(Collected data entries)
======

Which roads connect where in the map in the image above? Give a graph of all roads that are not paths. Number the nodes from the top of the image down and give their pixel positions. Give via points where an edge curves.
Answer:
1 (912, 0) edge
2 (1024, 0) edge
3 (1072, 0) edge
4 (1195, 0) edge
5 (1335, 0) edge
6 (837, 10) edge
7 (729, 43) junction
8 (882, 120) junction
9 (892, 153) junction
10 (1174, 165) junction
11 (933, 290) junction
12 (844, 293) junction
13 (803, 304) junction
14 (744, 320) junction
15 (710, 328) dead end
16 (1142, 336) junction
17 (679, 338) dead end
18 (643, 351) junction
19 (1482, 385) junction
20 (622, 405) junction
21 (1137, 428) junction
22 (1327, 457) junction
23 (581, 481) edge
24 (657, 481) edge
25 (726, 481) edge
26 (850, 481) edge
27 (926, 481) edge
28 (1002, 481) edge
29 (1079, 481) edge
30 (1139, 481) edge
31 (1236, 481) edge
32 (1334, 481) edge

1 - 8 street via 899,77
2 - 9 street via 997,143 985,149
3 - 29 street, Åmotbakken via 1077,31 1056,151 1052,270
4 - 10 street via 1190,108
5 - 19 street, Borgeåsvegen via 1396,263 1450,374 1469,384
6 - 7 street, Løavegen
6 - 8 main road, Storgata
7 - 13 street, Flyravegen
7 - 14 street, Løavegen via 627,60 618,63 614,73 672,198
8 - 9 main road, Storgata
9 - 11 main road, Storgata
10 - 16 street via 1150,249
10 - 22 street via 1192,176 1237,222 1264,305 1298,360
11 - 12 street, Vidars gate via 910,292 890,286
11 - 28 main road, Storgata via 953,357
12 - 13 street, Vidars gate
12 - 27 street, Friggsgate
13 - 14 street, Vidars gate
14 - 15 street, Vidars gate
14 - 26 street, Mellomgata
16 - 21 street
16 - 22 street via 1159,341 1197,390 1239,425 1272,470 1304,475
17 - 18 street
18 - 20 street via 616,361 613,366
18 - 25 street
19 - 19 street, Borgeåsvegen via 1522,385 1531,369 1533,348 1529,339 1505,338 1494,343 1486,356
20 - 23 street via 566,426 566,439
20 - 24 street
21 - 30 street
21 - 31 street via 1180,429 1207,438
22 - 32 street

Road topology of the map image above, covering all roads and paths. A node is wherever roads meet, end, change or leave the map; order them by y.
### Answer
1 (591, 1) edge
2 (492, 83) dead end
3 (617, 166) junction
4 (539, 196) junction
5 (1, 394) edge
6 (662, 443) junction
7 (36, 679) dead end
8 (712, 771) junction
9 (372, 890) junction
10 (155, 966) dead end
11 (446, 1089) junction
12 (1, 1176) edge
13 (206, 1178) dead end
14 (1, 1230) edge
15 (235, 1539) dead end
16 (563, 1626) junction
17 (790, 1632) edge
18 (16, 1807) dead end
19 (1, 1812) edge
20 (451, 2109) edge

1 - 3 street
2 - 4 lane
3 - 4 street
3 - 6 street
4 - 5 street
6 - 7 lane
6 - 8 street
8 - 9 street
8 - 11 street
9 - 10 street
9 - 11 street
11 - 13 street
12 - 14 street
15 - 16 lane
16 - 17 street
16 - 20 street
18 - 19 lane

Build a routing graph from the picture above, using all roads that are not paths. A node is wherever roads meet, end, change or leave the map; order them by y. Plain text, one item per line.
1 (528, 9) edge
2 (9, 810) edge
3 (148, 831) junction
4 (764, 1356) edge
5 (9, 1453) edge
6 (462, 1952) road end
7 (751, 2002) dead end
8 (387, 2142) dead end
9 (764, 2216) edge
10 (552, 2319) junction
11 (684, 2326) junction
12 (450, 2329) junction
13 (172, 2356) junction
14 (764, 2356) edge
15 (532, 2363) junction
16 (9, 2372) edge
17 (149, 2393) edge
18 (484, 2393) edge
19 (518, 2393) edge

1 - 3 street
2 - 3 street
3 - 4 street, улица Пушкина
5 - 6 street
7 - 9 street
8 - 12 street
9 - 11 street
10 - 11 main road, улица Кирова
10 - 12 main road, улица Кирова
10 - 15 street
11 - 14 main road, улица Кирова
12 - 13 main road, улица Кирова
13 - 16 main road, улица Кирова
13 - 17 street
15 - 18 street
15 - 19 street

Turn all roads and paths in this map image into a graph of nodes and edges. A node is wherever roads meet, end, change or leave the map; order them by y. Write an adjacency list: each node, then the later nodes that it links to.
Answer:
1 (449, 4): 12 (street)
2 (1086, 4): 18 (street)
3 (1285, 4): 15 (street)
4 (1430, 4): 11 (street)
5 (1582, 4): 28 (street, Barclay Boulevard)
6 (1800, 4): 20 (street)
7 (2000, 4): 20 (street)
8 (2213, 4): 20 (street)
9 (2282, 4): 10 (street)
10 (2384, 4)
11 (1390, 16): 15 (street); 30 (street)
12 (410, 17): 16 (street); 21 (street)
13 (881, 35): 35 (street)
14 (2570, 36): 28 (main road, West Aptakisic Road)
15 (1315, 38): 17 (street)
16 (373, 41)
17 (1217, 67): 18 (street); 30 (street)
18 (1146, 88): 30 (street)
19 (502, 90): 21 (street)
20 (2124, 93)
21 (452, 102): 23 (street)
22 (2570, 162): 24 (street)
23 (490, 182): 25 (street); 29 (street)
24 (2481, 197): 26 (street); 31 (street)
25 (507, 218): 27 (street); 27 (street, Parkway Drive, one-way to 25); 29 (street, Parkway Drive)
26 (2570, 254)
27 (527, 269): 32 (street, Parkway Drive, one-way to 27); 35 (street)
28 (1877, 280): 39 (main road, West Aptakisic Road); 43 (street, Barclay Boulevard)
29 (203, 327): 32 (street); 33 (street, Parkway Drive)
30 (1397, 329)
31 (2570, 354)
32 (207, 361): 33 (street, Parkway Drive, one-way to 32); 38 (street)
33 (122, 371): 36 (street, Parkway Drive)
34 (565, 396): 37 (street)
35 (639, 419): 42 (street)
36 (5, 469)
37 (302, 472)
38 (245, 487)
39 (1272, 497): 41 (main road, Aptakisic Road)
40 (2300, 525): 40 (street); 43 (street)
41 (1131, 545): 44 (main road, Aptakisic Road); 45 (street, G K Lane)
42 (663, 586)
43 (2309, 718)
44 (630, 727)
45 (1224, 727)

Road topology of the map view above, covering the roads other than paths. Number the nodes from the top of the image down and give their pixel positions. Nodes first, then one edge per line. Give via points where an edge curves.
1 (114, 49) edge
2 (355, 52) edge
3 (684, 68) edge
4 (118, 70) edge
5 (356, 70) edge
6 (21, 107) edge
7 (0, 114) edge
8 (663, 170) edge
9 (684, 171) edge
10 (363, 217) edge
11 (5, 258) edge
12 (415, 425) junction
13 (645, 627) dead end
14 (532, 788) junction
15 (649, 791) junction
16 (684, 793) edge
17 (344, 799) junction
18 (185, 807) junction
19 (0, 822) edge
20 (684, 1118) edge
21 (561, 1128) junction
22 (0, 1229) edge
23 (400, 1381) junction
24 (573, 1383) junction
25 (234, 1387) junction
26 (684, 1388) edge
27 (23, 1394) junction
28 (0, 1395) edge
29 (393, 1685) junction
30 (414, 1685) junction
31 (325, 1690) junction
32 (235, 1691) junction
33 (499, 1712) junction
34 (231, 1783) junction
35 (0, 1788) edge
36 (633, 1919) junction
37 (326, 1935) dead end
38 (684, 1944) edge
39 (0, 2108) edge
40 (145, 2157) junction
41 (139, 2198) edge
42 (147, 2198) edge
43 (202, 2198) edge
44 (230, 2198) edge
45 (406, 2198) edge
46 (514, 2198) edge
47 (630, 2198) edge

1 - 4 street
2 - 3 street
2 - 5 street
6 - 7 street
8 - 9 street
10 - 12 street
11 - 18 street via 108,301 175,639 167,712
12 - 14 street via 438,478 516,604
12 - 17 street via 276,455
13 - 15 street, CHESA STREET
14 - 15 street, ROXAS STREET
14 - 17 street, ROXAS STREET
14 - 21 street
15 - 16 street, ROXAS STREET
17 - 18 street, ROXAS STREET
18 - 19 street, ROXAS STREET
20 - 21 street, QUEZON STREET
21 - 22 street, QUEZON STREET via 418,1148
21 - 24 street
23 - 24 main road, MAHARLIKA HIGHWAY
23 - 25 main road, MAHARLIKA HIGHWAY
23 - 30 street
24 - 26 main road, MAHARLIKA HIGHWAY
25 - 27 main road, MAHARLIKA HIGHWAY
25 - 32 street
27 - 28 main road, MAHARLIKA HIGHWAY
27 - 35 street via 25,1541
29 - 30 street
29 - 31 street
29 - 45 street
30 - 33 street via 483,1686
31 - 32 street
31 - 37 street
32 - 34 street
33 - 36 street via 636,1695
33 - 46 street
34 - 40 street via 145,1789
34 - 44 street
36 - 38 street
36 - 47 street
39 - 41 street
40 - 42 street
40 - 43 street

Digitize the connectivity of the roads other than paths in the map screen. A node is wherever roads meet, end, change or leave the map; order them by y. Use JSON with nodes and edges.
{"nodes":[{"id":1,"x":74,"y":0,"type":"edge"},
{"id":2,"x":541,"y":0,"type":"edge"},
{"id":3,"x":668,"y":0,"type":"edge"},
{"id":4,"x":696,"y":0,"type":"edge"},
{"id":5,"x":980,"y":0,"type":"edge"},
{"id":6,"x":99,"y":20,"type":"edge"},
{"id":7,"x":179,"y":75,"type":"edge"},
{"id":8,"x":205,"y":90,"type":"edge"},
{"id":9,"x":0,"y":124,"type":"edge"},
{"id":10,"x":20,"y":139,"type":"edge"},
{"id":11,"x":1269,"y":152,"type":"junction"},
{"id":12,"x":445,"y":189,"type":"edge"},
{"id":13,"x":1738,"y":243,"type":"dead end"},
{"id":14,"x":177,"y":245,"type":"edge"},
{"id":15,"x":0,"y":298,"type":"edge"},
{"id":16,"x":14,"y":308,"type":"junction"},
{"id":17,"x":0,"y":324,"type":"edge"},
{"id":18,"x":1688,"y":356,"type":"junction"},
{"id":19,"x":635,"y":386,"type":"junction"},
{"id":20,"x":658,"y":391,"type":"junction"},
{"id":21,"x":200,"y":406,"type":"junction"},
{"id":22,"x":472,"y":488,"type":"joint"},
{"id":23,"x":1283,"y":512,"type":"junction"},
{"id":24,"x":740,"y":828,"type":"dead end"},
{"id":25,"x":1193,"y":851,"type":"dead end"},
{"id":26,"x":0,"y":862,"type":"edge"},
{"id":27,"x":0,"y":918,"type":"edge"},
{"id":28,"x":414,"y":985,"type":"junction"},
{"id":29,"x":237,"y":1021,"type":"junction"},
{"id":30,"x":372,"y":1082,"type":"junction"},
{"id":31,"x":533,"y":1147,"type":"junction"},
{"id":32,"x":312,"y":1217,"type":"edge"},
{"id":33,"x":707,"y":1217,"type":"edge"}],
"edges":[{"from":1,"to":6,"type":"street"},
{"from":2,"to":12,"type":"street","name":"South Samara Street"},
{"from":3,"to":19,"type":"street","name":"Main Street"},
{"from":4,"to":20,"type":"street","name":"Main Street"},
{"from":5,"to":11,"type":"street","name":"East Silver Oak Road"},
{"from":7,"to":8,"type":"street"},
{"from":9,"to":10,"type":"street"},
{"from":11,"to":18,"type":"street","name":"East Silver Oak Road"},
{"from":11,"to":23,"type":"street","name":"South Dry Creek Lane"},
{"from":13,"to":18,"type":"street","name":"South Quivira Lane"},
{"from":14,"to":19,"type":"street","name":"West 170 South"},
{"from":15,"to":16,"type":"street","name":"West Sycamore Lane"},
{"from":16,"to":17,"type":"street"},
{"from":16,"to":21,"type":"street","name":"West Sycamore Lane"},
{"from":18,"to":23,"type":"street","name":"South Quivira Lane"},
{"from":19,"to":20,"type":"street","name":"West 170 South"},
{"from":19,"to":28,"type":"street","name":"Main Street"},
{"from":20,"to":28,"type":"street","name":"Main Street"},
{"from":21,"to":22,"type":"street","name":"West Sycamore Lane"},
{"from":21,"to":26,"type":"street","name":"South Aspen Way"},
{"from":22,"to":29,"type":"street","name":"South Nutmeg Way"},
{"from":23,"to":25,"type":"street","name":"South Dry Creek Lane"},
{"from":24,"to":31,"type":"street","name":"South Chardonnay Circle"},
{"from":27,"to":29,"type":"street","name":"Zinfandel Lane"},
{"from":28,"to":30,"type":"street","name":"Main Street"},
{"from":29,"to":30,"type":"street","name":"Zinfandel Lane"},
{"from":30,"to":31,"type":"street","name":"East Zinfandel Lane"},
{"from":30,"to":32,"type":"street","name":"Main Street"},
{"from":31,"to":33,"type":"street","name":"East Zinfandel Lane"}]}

======

Beginning at the top of the records above, transcribe each line exactly up to and including the line that holds "Road topology of the map image".

Which roads connect where in the map in the image above? Give a graph of all roads that are not paths. Number the nodes from the top of the image down and give their pixel positions. Give via points where an edge curves.
Answer:
1 (912, 0) edge
2 (1024, 0) edge
3 (1072, 0) edge
4 (1195, 0) edge
5 (1335, 0) edge
6 (837, 10) edge
7 (729, 43) junction
8 (882, 120) junction
9 (892, 153) junction
10 (1174, 165) junction
11 (933, 290) junction
12 (844, 293) junction
13 (803, 304) junction
14 (744, 320) junction
15 (710, 328) dead end
16 (1142, 336) junction
17 (679, 338) dead end
18 (643, 351) junction
19 (1482, 385) junction
20 (622, 405) junction
21 (1137, 428) junction
22 (1327, 457) junction
23 (581, 481) edge
24 (657, 481) edge
25 (726, 481) edge
26 (850, 481) edge
27 (926, 481) edge
28 (1002, 481) edge
29 (1079, 481) edge
30 (1139, 481) edge
31 (1236, 481) edge
32 (1334, 481) edge

1 - 8 street via 899,77
2 - 9 street via 997,143 985,149
3 - 29 street, Åmotbakken via 1077,31 1056,151 1052,270
4 - 10 street via 1190,108
5 - 19 street, Borgeåsvegen via 1396,263 1450,374 1469,384
6 - 7 street, Løavegen
6 - 8 main road, Storgata
7 - 13 street, Flyravegen
7 - 14 street, Løavegen via 627,60 618,63 614,73 672,198
8 - 9 main road, Storgata
9 - 11 main road, Storgata
10 - 16 street via 1150,249
10 - 22 street via 1192,176 1237,222 1264,305 1298,360
11 - 12 street, Vidars gate via 910,292 890,286
11 - 28 main road, Storgata via 953,357
12 - 13 street, Vidars gate
12 - 27 street, Friggsgate
13 - 14 street, Vidars gate
14 - 15 street, Vidars gate
14 - 26 street, Mellomgata
16 - 21 street
16 - 22 street via 1159,341 1197,390 1239,425 1272,470 1304,475
17 - 18 street
18 - 20 street via 616,361 613,366
18 - 25 street
19 - 19 street, Borgeåsvegen via 1522,385 1531,369 1533,348 1529,339 1505,338 1494,343 1486,356
20 - 23 street via 566,426 566,439
20 - 24 street
21 - 30 street
21 - 31 street via 1180,429 1207,438
22 - 32 street

Road topology of the map image above, covering all roads and paths. A node is wherever roads meet, end, change or leave the map; order them by y.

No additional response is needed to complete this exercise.